Une présence néfaste
Ses conséquences coûtent 14 milliards d’euros par an aux entreprises françaises. De quoi s’agit-il ? De la cybercriminalité ? C’est non. Du mal de dos ? Pas plus. La première coûte « seulement » 3,36 milliards d’euros, le deuxième 1 milliard. Vous donnez votre langue au chat ? Le vrai coupable : le présentéisme. Rencontre avec Matthieu Poirot, fondateur et dirigeant de Midori Consulting, qui lutte au quotidien contre ce fléau professionnel.
par Ségolène Mathis, agence analogue
Illustration @iStock
Quels sont les différents aspects du présentéisme ?
Il en existe deux manifestations : la première, celle où les salariés restent tard sur leur lieu de travail, pour faire acte de présence ou pour montrer leur engagement. L’autre concerne les salariés malades qui viennent, malgré leur état, travailler. Dans les deux cas, cela nuit à l’entreprise. Un collaborateur malade est contagieux : il risque de propager son virus autour de lui et donc d’affecter l’efficacité de son équipe. Il est aussi moins productif : difficile de se concentrer avec 40° de fièvre !
Pourquoi le présentéisme est-il mauvais pour l’entreprise ?
Il est corrélé de façon très perverse à l’efficacité. Dans nos pays latins, nous pensons que plus on fait d’heures, plus cela veut dire qu’on travaille et donc qu’on produit. Alors que tout prouve le contraire ! Les Grecs travaillent en moyenne 64 heures par semaine, contre une trentaine en Amérique du Nord. Comparez leurs économies : tout est dit. J’ai récemment fait le bilan dans une entreprise que j’ai accompagnée : au bout de trois, le présentéisme a été divisé par deux. En revanche, le chiffre d’affaires est passé d’une dizaine de millions d’euros à 40 millions. Il faut arrêter de croire que la présence engendre la rentabilité.
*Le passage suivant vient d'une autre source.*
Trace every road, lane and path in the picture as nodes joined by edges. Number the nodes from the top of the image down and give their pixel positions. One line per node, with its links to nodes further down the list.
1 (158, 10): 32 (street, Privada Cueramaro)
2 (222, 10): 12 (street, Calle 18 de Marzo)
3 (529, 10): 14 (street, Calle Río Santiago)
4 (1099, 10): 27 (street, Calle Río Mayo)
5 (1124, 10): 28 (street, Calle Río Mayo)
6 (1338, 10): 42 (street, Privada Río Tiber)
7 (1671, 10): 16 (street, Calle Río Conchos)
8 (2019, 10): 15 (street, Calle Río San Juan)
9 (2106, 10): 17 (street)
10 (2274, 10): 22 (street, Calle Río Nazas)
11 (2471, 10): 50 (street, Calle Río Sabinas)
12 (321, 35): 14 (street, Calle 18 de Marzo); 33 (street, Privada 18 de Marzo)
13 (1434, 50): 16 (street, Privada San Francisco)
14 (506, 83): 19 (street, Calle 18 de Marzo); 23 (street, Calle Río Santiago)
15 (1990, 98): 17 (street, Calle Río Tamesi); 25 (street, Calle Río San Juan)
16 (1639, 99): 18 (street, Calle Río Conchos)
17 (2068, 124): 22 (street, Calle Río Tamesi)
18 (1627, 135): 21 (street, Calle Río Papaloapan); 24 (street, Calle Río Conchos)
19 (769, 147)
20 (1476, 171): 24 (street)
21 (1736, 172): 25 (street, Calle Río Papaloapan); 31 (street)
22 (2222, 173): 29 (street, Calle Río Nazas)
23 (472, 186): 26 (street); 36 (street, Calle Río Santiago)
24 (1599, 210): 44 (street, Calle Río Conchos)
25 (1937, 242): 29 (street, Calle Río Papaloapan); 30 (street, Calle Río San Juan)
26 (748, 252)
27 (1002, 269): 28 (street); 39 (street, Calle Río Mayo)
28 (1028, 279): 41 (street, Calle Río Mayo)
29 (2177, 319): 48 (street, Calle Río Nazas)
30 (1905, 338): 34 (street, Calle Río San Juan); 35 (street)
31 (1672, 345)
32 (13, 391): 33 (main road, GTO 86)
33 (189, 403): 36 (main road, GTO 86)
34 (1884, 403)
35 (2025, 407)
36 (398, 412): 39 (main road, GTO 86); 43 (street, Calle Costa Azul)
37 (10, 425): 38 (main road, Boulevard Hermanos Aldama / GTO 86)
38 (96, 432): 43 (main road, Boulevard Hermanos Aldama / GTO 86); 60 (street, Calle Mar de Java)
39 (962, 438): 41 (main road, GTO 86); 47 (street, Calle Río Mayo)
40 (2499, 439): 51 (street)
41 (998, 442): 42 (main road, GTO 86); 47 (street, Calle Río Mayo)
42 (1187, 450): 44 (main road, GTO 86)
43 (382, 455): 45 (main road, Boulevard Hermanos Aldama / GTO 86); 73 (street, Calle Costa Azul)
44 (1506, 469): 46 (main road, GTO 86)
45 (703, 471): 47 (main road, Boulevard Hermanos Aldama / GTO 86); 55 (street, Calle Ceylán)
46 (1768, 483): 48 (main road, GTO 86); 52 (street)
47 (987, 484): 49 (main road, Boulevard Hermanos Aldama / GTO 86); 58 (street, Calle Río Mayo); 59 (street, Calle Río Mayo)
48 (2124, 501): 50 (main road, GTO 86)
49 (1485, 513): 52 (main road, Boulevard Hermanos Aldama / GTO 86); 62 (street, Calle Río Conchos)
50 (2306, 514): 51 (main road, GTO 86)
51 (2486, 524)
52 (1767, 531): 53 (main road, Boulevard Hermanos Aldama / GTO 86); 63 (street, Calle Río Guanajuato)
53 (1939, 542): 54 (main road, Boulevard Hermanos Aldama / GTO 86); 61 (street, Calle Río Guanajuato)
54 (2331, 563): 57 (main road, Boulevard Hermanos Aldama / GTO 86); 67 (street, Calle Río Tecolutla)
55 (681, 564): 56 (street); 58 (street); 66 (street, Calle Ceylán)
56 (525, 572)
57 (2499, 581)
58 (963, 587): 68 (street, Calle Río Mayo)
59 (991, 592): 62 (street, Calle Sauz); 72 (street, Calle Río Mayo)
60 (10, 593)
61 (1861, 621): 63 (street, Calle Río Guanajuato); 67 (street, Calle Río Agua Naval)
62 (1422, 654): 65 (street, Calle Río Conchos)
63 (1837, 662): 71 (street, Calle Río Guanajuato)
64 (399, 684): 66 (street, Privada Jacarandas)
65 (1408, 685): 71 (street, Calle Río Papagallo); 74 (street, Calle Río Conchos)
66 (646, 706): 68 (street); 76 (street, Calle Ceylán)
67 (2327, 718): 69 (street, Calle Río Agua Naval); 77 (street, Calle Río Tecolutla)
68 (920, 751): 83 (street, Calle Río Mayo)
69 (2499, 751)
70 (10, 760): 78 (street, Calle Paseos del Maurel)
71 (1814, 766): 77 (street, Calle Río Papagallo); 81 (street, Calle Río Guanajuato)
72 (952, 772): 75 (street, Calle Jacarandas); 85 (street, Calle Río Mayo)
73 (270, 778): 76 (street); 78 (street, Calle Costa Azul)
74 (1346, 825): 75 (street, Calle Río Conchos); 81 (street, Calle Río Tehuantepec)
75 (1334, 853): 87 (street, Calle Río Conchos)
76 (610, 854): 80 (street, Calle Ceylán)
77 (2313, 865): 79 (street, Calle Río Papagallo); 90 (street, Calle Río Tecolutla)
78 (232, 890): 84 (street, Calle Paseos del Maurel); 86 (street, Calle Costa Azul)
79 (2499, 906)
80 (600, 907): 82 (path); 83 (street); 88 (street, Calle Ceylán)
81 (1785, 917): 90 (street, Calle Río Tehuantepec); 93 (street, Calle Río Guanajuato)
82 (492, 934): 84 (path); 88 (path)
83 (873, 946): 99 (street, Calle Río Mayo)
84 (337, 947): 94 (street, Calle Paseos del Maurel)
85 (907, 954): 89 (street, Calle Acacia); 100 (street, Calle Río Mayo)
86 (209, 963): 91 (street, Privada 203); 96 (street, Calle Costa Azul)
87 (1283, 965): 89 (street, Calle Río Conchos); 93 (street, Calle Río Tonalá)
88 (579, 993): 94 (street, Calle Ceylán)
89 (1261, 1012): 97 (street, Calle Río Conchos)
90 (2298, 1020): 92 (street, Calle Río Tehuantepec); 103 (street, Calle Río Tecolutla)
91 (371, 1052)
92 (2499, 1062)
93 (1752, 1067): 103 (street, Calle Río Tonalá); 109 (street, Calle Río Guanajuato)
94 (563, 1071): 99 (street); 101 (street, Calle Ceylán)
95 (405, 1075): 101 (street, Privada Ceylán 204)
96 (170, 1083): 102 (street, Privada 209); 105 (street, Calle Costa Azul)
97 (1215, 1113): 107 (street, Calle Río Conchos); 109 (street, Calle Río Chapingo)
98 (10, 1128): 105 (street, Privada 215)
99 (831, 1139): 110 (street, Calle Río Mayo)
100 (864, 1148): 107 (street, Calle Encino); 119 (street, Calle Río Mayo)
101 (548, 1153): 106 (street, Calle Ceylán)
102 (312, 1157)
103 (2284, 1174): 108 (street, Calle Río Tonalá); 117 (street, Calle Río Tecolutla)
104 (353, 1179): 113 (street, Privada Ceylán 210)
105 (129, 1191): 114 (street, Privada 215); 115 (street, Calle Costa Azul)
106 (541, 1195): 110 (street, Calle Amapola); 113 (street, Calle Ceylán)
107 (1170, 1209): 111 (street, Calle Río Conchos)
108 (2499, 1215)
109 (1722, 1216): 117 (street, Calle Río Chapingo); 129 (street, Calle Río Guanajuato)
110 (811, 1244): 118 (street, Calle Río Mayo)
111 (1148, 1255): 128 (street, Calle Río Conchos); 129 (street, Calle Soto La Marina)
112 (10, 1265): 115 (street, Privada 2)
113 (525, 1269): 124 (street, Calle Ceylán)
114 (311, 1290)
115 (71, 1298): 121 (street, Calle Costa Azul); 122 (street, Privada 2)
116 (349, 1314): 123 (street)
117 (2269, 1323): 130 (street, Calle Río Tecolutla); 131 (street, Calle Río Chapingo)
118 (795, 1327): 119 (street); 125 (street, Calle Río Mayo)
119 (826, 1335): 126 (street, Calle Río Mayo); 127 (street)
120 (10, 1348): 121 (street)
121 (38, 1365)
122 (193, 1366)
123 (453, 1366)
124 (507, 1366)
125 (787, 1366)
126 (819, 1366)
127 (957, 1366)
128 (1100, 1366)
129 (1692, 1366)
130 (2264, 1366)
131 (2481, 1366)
Le présentéisme serait alors en réalité contre-productif ?
En un sens, oui. Il cache souvent des problèmes d’organisation, de procrastination (certains aiment travailler dans l’urgence) ou de mauvaise gestion du temps. Un salarié peut faire ses heures mais mal travailler. Ce qui compte, c’est de se ménager suffisamment de temps de récupération : c’est la clé de l’efficacité. Les artistes les plus productifs étaient souvent ceux qui travaillaient le moins. Victor Hugo écrivait de 18h à 22h. Kant de 6h à 7h du matin. Beethoven de 7h du matin à 14h. Et ce qui ressort surtout, c’est que tous prenaient le temps de faire autre chose, de récupérer : se promener, faire de l’exercice, avoir un loisir. Ils libéraient ainsi leur cerveau des contraintes pour mieux les gérer ensuite.
Pourquoi avons-nous alors tant de mal à changer ?
Le problème est que nous sommes restés dans la logique industrielle du XIXème siècle : effectivement, à l’époque, plus on travaillait, plus on produisait, car l’économie était basée sur des rendements physiques. Mais aujourd’hui, dans notre société de services, cela ne peut plus avoir cours. La majeure partie des salariés fournissent des prestations intellectuelles. Or, l’homme a une capacité de concentration profonde de 4 heures par jour. Passé ce temps, nous sommes moins efficaces. Et à partir de 10 heures de travail journalier, nous mettons notre santé en danger. Il suffit de regarder l’augmentation exponentielle des cas de burn-out…
Y a-t-il des solutions ?
Bien sûr ! Cela passe par la formation des managers, la mise à disposition d’outils de gestion des tâches et du temps, et à la valorisation de l’efficacité (qui est loin d’être acquise : essayez de partir à 16h du bureau… Fleuriront alors les « Tu as pris ta journée ? » ou autres « Tu avais encore des RTT ? »). Mais la réglementation commence à aller dans un sens positif : le droit à la déconnexion est désormais acquis, et de nombreuses entreprises essaient d’instaurer un équilibre entre la vie professionnelle et la vie privée. Le télétravail est également un outil formidable. Mais quelle frilosité pour le mettre en place ! Car nombre de managers s’imaginent que le salarié va passer sa journée à faire tout autre chose que de travailler. Il faut faire confiance ! Laisser chacun prendre ses responsabilités est d’ailleurs très révélateur de l’efficacité. Je reste optimiste, même si c’est un « mal du siècle » qui mettra sans doute un peu de temps à disparaître des habitudes et des mentalités.